In 2006, Juli Adams was a struggling artist working the art show circuit in the Pacific Northwest when pet products company Hartz approached her with a deal to create plush toys for cats.
Adams dubbed the toy line “Angry Birds,” inspired in part by her own cats. She entered into a 5-year confidential licensing agreement with Secaucus, New Jersey-based Hartz, one of which noted that there was to be no “transfer of ownership” of the Angry Birds intellectual property to Hartz.
In December 2009, Rovio introduced the Angry Birds mobile game, taking the world by storm. And a short period later Hartz entered into an exclusive deal with Rovio to use the Angry Birds trademark for a line of pet toys.

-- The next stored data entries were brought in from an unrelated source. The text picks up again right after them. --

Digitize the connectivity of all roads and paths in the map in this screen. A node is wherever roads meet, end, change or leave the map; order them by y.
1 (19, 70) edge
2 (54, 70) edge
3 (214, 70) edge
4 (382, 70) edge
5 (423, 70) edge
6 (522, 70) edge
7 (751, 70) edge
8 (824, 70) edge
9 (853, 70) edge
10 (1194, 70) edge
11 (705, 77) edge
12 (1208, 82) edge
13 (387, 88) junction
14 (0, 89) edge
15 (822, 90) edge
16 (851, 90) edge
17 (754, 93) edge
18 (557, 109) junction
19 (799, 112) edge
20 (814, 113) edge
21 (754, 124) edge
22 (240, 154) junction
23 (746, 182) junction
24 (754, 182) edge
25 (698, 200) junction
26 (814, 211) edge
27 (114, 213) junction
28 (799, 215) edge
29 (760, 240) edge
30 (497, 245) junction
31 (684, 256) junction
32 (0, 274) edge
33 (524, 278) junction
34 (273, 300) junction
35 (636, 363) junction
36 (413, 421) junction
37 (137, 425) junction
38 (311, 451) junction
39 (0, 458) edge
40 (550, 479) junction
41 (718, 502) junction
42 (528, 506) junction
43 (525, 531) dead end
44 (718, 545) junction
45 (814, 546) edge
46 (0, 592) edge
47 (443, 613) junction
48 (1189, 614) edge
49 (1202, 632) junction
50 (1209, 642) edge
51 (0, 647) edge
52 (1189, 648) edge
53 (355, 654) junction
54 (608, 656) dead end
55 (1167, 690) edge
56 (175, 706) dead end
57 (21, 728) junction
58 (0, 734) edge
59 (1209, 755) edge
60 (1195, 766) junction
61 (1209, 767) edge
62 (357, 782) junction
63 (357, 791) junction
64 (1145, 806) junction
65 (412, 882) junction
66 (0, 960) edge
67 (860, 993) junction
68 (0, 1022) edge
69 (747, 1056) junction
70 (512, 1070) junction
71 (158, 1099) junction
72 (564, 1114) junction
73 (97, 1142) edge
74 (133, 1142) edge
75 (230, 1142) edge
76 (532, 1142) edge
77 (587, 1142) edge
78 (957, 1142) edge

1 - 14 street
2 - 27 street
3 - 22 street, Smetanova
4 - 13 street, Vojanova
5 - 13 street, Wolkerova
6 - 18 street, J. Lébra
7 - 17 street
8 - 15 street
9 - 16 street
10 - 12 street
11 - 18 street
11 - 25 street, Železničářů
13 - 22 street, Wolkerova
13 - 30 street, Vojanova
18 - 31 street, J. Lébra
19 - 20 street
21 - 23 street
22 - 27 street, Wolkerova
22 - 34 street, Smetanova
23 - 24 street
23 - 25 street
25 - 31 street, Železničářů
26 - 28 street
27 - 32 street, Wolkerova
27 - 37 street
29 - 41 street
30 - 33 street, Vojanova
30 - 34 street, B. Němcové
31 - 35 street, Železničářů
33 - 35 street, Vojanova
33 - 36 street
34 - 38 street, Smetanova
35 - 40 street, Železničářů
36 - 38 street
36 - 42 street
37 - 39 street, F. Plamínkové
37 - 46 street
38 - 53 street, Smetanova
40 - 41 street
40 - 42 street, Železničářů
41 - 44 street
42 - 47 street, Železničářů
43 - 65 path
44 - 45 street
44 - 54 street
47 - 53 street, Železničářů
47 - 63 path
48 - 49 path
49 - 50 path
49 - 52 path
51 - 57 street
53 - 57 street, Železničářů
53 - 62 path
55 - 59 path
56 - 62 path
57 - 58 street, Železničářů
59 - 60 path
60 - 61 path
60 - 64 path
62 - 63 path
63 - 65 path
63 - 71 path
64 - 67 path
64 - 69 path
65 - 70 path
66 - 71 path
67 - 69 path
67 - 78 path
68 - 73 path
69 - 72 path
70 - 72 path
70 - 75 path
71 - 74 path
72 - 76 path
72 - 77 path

Now, that deal is the source of a lawsuit filed this week in U.S. District Court in Western Washington, one which alleges that Hartz “unfairly and deceptively garnered millions of dollars in profits” from the artistic work of Adams. The Seattle artist has hired the high-powered law firm of Hagens Berman to make her case.
“When I was first approached, Hartz wanted me to have complete artistic freedom,” Adams said in a press release. “I wanted to create a line of toys that looked a little roughed up by your cat. I wanted to create the idea that they were characters that knew they were going to be dragged around and were upset about it. ‘Angry Birds’ seemed like the perfect name.”
The complaint alleges that Hartz did not take into consideration the previous agreement with Adams, essentially hijacking her artistic work. We’ve reached out to Hartz for comment, and we’ll update this post as we hear more.
Adams’ last royalty payment from Hartz arrived in 2011 in the amount of $40.66, according to the suit.
“Based on the international success of the Angry Birds video games, we believe that Hartz has made tens, if not hundreds, of millions of dollars from sales of the Angry Birds pet toys,” said Anthony Shapiro, a partner at Hagens Berman.
While Rovio is not listed as a defendant, the game company draws the ire of the plaintiff who notes in the complaint that Rovio failed to “perform even minimal due diligence” on the source of the Angry Birds’ trademark as it related to pet toys.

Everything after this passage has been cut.